Distribution-Invariant Differential Privacy

TL;DR

This paper introduces a distribution-invariant privatization method that maintains statistical accuracy while providing strict differential privacy, effectively balancing privacy protection and data utility across various applications.

Contribution

The paper proposes a novel distribution-invariant privatization (DIP) technique that preserves data distribution, improving accuracy without compromising privacy in differential privacy applications.

Findings

DIP achieves higher statistical accuracy than existing methods.

DIP maintains data utility across diverse real-world benchmarks.

The method effectively balances privacy and accuracy in various scenarios.

Abstract

Differential privacy is becoming one gold standard for protecting the privacy of publicly shared data. It has been widely used in social science, data science, public health, information technology, and the U.S. decennial census. Nevertheless, to guarantee differential privacy, existing methods may unavoidably alter the conclusion of the original data analysis, as privatization often changes the sample distribution. This phenomenon is known as the trade-off between privacy protection and statistical accuracy.
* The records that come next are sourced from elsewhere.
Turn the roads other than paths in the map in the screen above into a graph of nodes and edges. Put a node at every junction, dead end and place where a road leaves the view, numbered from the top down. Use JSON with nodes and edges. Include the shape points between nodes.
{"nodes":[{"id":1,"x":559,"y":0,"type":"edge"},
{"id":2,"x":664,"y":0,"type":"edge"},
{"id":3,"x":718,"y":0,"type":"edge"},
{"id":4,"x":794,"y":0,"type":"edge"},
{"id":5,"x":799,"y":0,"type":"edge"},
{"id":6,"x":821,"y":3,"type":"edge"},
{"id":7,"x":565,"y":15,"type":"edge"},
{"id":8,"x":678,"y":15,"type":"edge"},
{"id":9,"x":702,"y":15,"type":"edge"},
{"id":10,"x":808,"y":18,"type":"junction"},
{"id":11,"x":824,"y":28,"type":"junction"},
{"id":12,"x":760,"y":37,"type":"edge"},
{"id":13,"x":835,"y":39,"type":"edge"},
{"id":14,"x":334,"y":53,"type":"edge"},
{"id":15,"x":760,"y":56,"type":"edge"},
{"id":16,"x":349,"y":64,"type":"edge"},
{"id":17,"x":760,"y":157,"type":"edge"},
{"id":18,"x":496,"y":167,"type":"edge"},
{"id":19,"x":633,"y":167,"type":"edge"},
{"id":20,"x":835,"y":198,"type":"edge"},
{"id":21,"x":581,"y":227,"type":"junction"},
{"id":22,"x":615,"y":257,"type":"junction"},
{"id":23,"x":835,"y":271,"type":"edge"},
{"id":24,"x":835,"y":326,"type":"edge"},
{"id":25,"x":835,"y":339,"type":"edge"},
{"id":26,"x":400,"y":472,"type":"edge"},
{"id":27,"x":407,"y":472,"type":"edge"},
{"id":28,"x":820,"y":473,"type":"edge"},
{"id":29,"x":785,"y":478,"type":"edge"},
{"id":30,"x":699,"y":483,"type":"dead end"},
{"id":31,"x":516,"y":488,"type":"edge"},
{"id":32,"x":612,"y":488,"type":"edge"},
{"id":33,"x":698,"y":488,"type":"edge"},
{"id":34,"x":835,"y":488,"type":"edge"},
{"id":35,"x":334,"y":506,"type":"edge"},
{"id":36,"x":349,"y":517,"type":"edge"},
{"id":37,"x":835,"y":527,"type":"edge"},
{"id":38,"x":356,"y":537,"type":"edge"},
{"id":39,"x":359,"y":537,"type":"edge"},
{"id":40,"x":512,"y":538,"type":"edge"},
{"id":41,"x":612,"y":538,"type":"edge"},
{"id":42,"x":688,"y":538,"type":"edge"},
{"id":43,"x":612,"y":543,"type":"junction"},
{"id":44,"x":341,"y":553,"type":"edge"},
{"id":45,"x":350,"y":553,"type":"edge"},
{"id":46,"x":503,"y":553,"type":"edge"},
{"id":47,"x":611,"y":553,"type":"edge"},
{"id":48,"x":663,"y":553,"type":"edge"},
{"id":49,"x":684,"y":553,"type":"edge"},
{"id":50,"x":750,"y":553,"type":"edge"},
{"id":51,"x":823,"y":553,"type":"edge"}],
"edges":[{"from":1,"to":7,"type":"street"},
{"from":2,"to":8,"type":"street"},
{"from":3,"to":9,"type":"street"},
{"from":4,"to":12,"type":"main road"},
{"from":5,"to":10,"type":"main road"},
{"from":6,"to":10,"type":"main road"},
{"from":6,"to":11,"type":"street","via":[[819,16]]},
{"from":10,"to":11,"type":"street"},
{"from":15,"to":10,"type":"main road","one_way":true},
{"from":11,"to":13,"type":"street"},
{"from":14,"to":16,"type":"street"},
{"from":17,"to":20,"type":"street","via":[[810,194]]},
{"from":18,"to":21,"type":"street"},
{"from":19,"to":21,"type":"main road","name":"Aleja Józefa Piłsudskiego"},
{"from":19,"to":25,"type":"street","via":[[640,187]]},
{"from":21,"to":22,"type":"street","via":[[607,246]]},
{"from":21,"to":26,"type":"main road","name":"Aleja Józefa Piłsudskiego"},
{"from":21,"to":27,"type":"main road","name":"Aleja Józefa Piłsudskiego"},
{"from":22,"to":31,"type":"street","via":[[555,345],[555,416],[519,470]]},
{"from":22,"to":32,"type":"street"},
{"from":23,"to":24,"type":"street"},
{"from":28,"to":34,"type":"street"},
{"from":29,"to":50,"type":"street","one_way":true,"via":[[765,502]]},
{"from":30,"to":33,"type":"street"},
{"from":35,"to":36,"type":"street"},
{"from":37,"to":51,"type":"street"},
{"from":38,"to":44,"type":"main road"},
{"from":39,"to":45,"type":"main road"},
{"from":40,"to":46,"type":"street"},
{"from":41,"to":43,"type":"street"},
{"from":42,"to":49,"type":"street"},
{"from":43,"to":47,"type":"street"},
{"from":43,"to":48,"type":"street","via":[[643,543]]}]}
In this work, we mitigate this trade-off by developing a distribution-invariant privatization (DIP) method to reconcile both high statistical accuracy and strict differential privacy. As a result, any downstream statistical or machine learning task yields essentially the same conclusion as if one used the original data. Numerically, under the same strictness of privacy protection, DIP achieves superior statistical accuracy in a wide range of simulation studies and real-world benchmarks.